The deadly Covid-19 pandemic mightn't have ravaged New Zealand to the same extent that it has other countries, but the impacts are serious nonetheless. With the death toll having now surpassed 40, rising numbers of infections, mounting pressure on hospitals and ongoing impacts on daily life, in particular workplaces and schools, there are high levels of fear and unease.
Among most people, the polls suggest, there is an expectation that the Government must do whatever it has to in order to curb the spread of the virus.
The Government's challenge then becomes one of responding in a way that puts the common good above everything else, using a mix of coercion and persuasion to maintain people's trust and confidence.
An unswerving focus has therefore been kept on getting people vaccinated and slowing the rate of infection, which helps to engender a shared sense of duty.
The Government has used Parliament to give itself the powers to take the necessary steps. This week, amidst much Opposition yowling, the House went into urgency to create the legal framework for the so-called traffic light system. Earlier it passed the Covid-19 Public Health Response Act, which has since been amended a number of times. A principal purpose of the Act is to give Cabinet the ability to issue and remove orders at relatively short notice to limit the spread of the virus.
Acquiring the power to issue such orders might seem Draconian to some.
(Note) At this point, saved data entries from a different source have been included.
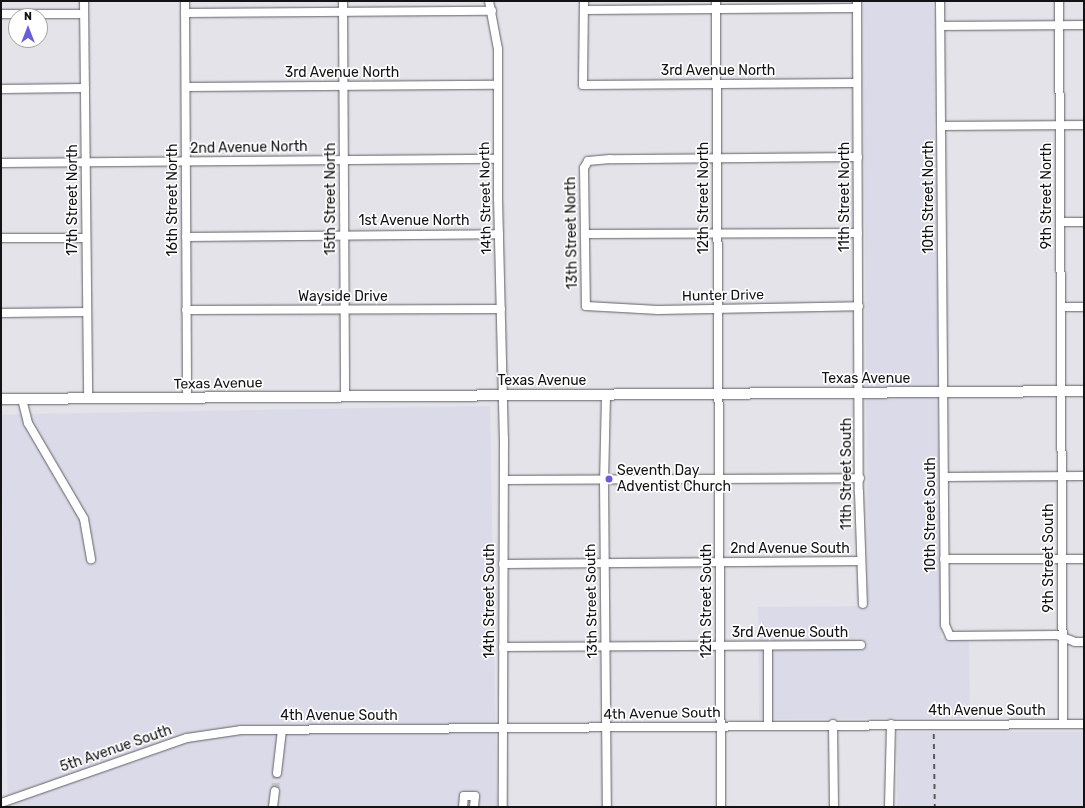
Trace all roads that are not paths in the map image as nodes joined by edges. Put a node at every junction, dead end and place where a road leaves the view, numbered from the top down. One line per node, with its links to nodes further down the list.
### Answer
1 (84, 1): 15 (street, 17th Street North)
2 (185, 1): 13 (street, 16th Street North)
3 (343, 1): 12 (street, 15th Street North)
4 (489, 1): 11 (street, 14th Street North)
5 (584, 1): 10 (street)
6 (940, 1): 18 (street, 10th Street North)
7 (1059, 1): 16 (street, 9th Street North)
8 (857, 4): 9 (street); 20 (street, 11th Street North)
9 (716, 5): 10 (street); 19 (street, 12th Street North)
10 (584, 10): 19 (street, 3rd Avenue North)
11 (492, 11): 12 (street); 21 (street, 14th Street North)
12 (343, 12): 13 (street); 22 (street, 15th Street North)
13 (185, 13): 23 (street, 16th Street North)
14 (1, 14): 15 (street)
15 (83, 14): 24 (street, 17th Street North)
16 (1059, 25): 17 (street); 18 (street); 26 (street, 9th Street North)
17 (1084, 25)
18 (940, 26): 28 (street, 10th Street North)
19 (716, 84): 20 (street, 3rd Avenue North); 30 (street, 12th Street North)
20 (857, 84): 29 (street, 11th Street North)
21 (498, 85): 22 (street, 3rd Avenue North); 32 (street, 14th Street North)
22 (343, 86): 23 (street, 3rd Avenue North); 31 (street, 15th Street North)
23 (186, 87): 33 (street, 16th Street North)
24 (85, 88): 25 (street); 35 (street, 17th Street North)
25 (1, 89)
26 (1060, 125): 27 (street); 28 (street); 36 (street, 9th Street North)
27 (1084, 125)
28 (941, 126): 58 (street, 10th Street North)
29 (858, 157): 30 (street); 38 (street, 11th Street North)
30 (717, 158): 40 (street, 13th Street North); 41 (street, 12th Street North)
31 (344, 160): 32 (street, 2nd Avenue North); 33 (street, 2nd Avenue North); 42 (street, 15th Street North)
32 (498, 160): 39 (street, 14th Street North)
33 (186, 162): 35 (street, 2nd Avenue North); 43 (street, 16th Street North)
34 (1, 163): 35 (street, 2nd Avenue North)
35 (86, 163): 45 (street, 17th Street North)
36 (1060, 222): 37 (street); 48 (street, 9th Street North)
37 (1084, 222)
38 (858, 233): 41 (street); 47 (street, 11th Street North)
39 (499, 234): 42 (street, 1st Avenue North); 50 (street, 14th Street North)
40 (585, 234): 41 (street); 46 (street, 13th Street North)
41 (717, 234): 51 (street, 12th Street North)
42 (344, 235): 43 (street, 1st Avenue North); 53 (street, 15th Street North)
43 (186, 237): 52 (street, 16th Street North)
44 (1, 238): 45 (street)
45 (86, 238): 54 (street, 17th Street North)
46 (588, 306): 51 (street, Hunter Drive)
47 (859, 306): 51 (street, Hunter Drive); 59 (street, 11th Street North)
48 (1061, 307): 49 (street); 56 (street, 9th Street North)
49 (1084, 307)
50 (500, 309): 53 (street, Wayside Drive); 63 (street, 14th Street North)
51 (718, 309): 60 (street, 12th Street North)
52 (186, 310): 53 (street, Wayside Drive); 64 (street, 16th Street North)
53 (345, 310): 62 (street, 15th Street North)
54 (87, 312): 55 (street); 67 (street, 17th Street North)
55 (1, 313)
56 (1061, 391): 57 (main road, Texas Avenue); 58 (main road, Texas Avenue); 68 (street, 9th Street South)
57 (1084, 391)
58 (943, 392): 59 (main road, Texas Avenue); 70 (street, 10th Street South)
59 (860, 393): 60 (main road, Texas Avenue); 71 (street, 11th Street South)
60 (719, 394): 61 (main road, Texas Avenue); 72 (street, 12th Street South)
61 (606, 395): 63 (main road, Texas Avenue); 74 (street, 13th Street South)
62 (345, 396): 63 (main road, Texas Avenue); 64 (main road, Texas Avenue)
63 (502, 396): 73 (street, 14th Street South)
64 (187, 398): 67 (main road, Texas Avenue)
65 (1, 399): 66 (main road, Texas Avenue)
66 (22, 399): 67 (main road, Texas Avenue); 75 (street)
67 (88, 399)
68 (1062, 476): 69 (street); 70 (street); 77 (street, 9th Street South)
69 (1084, 476)
70 (944, 477): 76 (street, 10th Street South)
71 (860, 478): 72 (street); 79 (street, 11th Street South)
72 (719, 479): 74 (street); 80 (street, 12th Street South)
73 (504, 480): 74 (street); 82 (street, 14th Street South)
74 (604, 480): 81 (street, 13th Street South)
75 (91, 559)
76 (944, 559): 77 (street); 84 (street, 10th Street South)
77 (1062, 559): 78 (street); 84 (street, 9th Street South)
78 (1084, 559)
79 (860, 561): 80 (street, 2nd Avenue South); 83 (street, 11th Street South)
80 (720, 562): 81 (street, 2nd Avenue South); 88 (street, 12th Street South)
81 (604, 563): 82 (street, 2nd Avenue South); 87 (street, 13th Street South)
82 (503, 564): 90 (street, 14th Street South)
83 (863, 604)
84 (1063, 637): 85 (street); 93 (street, 9th Street South)
85 (1084, 642)
86 (861, 645): 89 (street, 3rd Avenue South)
87 (605, 646): 88 (street, 3rd Avenue South); 90 (street, 3rd Avenue South); 97 (street, 13th Street South)
88 (720, 646): 89 (street, 3rd Avenue South); 96 (street, 12th Street South)
89 (768, 646): 95 (street)
90 (503, 647): 98 (street, 14th Street South)
91 (833, 724): 92 (street, 4th Avenue South); 95 (street, 4th Avenue South); 110 (street)
92 (891, 724): 93 (street, 4th Avenue South); 111 (street)
93 (1063, 724): 94 (street, 4th Avenue South)
94 (1084, 724)
95 (768, 725): 96 (street, 4th Avenue South)
96 (721, 726): 97 (street, 4th Avenue South); 109 (street, 12th Street South)
97 (606, 727): 98 (street, 4th Avenue South); 108 (street, 13th Street South)
98 (502, 729): 100 (street, 4th Avenue South); 107 (street, 14th Street South)
99 (241, 730): 100 (street, 4th Avenue South); 103 (street, 5th Avenue South)
100 (282, 730): 101 (street)
101 (277, 773)
102 (275, 791): 104 (street)
103 (1, 803)
104 (273, 807)
105 (463, 807): 106 (street)
106 (474, 807)
107 (503, 807)
108 (607, 807)
109 (721, 807)
110 (834, 807)
111 (889, 807)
However, opinion about the overall pandemic response remains strongly net positive. According to soundings this month by Labour pollsters Talbot Mills Research, the "total good" numbers are 46 per cent, while "total poor" are 26 per cent, though the gap between the two has admittedly closed as border and other restrictions have dragged on.
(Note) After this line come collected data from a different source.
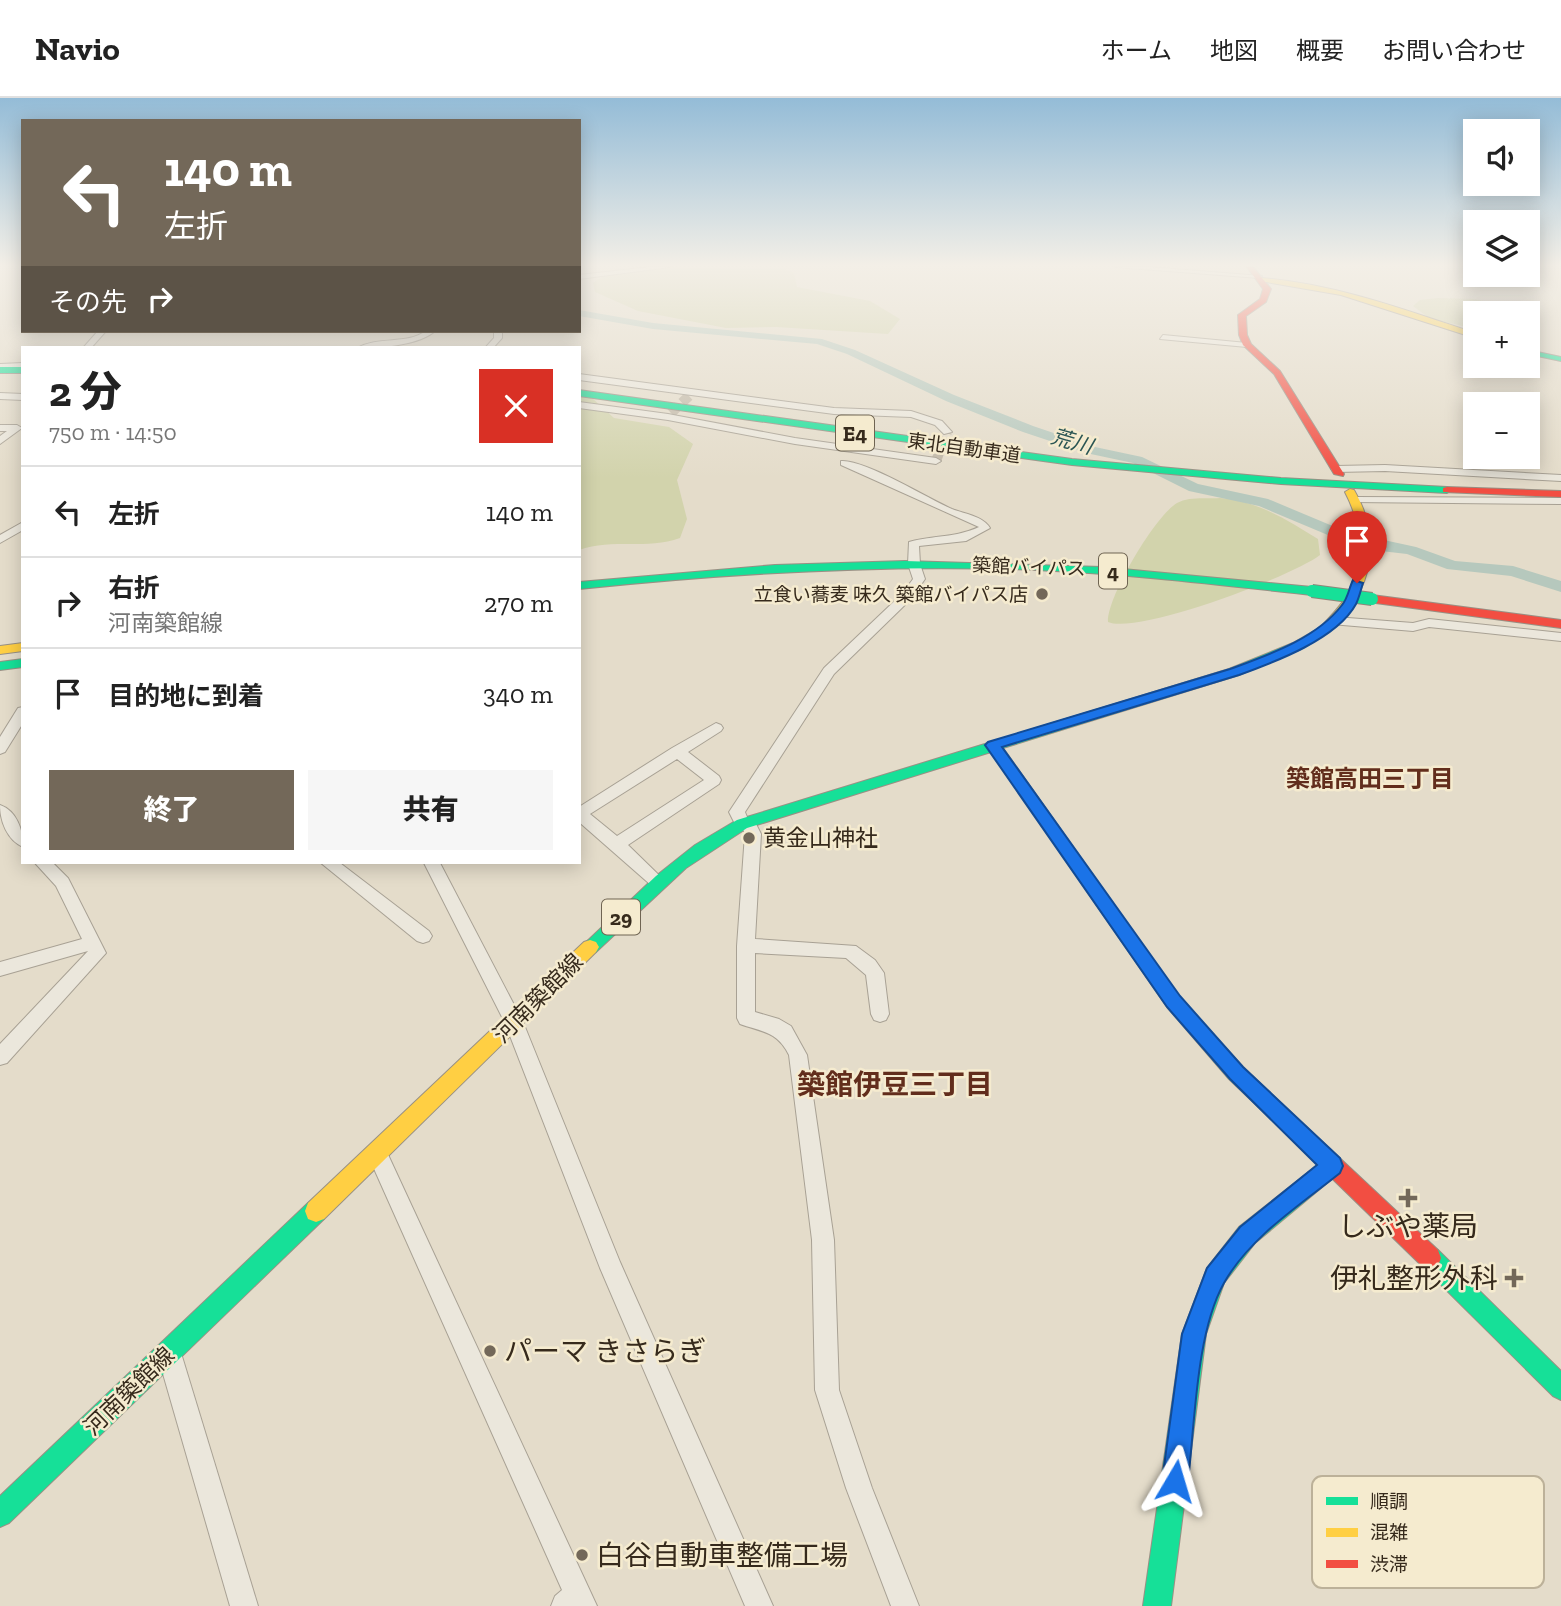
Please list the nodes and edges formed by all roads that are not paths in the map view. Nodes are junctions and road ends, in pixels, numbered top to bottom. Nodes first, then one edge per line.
1 (423, 337) edge
2 (1167, 337) edge
3 (1245, 337) edge
4 (1247, 345) junction
5 (368, 346) edge
6 (21, 370) edge
7 (0, 371) edge
8 (581, 377) edge
9 (581, 388) edge
10 (581, 393) edge
11 (21, 397) edge
12 (1, 401) edge
13 (581, 405) edge
14 (0, 428) edge
15 (947, 432) dead end
16 (0, 441) edge
17 (936, 461) dead end
18 (844, 463) dead end
19 (1124, 465) junction
20 (1192, 471) junction
21 (1338, 471) joint
22 (1561, 478) edge
23 (1561, 487) edge
24 (1561, 494) edge
25 (1353, 496) joint
26 (1561, 501) edge
27 (21, 526) edge
28 (0, 540) edge
29 (914, 564) junction
30 (581, 586) edge
31 (1335, 621) junction
32 (1561, 624) edge
33 (1561, 637) edge
34 (21, 647) edge
35 (0, 650) edge
36 (21, 663) edge
37 (0, 666) edge
38 (21, 714) edge
39 (716, 728) dead end
40 (993, 745) junction
41 (0, 749) edge
42 (677, 751) junction
43 (0, 810) edge
44 (581, 813) edge
45 (581, 816) edge
46 (745, 823) junction
47 (21, 838) edge
48 (617, 844) junction
49 (44, 864) edge
50 (329, 864) edge
51 (433, 864) edge
52 (658, 882) junction
53 (423, 936) dead end
54 (93, 943) junction
55 (746, 946) junction
56 (0, 970) edge
57 (880, 1014) dead end
58 (514, 1022) junction
59 (0, 1057) edge
60 (377, 1153) junction
61 (1332, 1166) junction
62 (168, 1353) junction
63 (1561, 1388) edge
64 (0, 1514) edge
65 (575, 1602) edge
66 (244, 1606) edge
67 (759, 1606) edge
68 (905, 1606) edge
69 (1157, 1606) edge

1 - 5 street
2 - 4 street
3 - 4 main road
4 - 21 main road
6 - 7 main road
8 - 15 street
9 - 19 main road, 東北自動車道 / E4
10 - 19 main road, 東北自動車道 / E4
11 - 12 street
13 - 17 street
14 - 16 street
18 - 29 street
19 - 20 main road, 東北自動車道 / E4
20 - 23 main road, 東北自動車道 / E4
20 - 24 main road, 東北自動車道 / E4
21 - 22 street
25 - 26 street
25 - 31 main road, 河南築館線 / 29
27 - 28 street
29 - 30 main road, 築館バイパス / 4
29 - 32 main road, 築館バイパス / 4, bridge
29 - 46 street
31 - 33 street
31 - 40 main road, 河南築館線 / 29
34 - 35 main road
36 - 37 main road
38 - 41 street
39 - 42 street
40 - 46 main road, 河南築館線 / 29
40 - 61 main road
42 - 44 street
42 - 48 street
43 - 47 street
45 - 48 street
46 - 52 main road, 河南築館線 / 29
46 - 55 street
48 - 52 street
49 - 54 street
50 - 53 street
51 - 58 street
52 - 58 main road, 河南築館線 / 29
54 - 56 street
54 - 59 street
55 - 57 street
55 - 68 street
58 - 60 main road, 河南築館線 / 29
58 - 67 street
60 - 62 main road, 河南築館線 / 29
60 - 65 street
61 - 63 main road
61 - 69 main road
62 - 64 main road, 河南築館線 / 29
62 - 66 street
What the Government must be careful to avoid as it juggles pandemic-related priorities is being drawn into an ideological approach, rather than a common good one.
Of course, that hasn't always been the case in New Zealand in times of crisis. If anyone wants an insight into what an ideological response to an emergency looks like, they need only cast back a political generation or two.
As Robert Muldoon's 1975-84 Government faced a worsening economic crisis, its leader became increasingly autocratic. Muldoon decreed a freeze on wages, prices and rents. There were also controls imposed on interest rates when those rates did not fall as he wanted. Then carless days were enforced as an oil shortage began to kick in during the late 1970s.
Further back, in 1951, a waterfront dispute paralysed ports for 151 days. Determined to smash the unions, Sid Holland's Government announced emergency regulations that gave police the power to break up meetings, search houses without a warrant, censor public debate and to open mail. The directives were so harsh that they theoretically made it an offence to give food to wharfies' children.
Now, those were times when a pythonesque cry of "help, help, I'm being repressed" would have been entirely justifiable. Not so today.
- Mike Munro is a former chief of staff for Jacinda Ardern and served as chief press secretary for Helen Clark.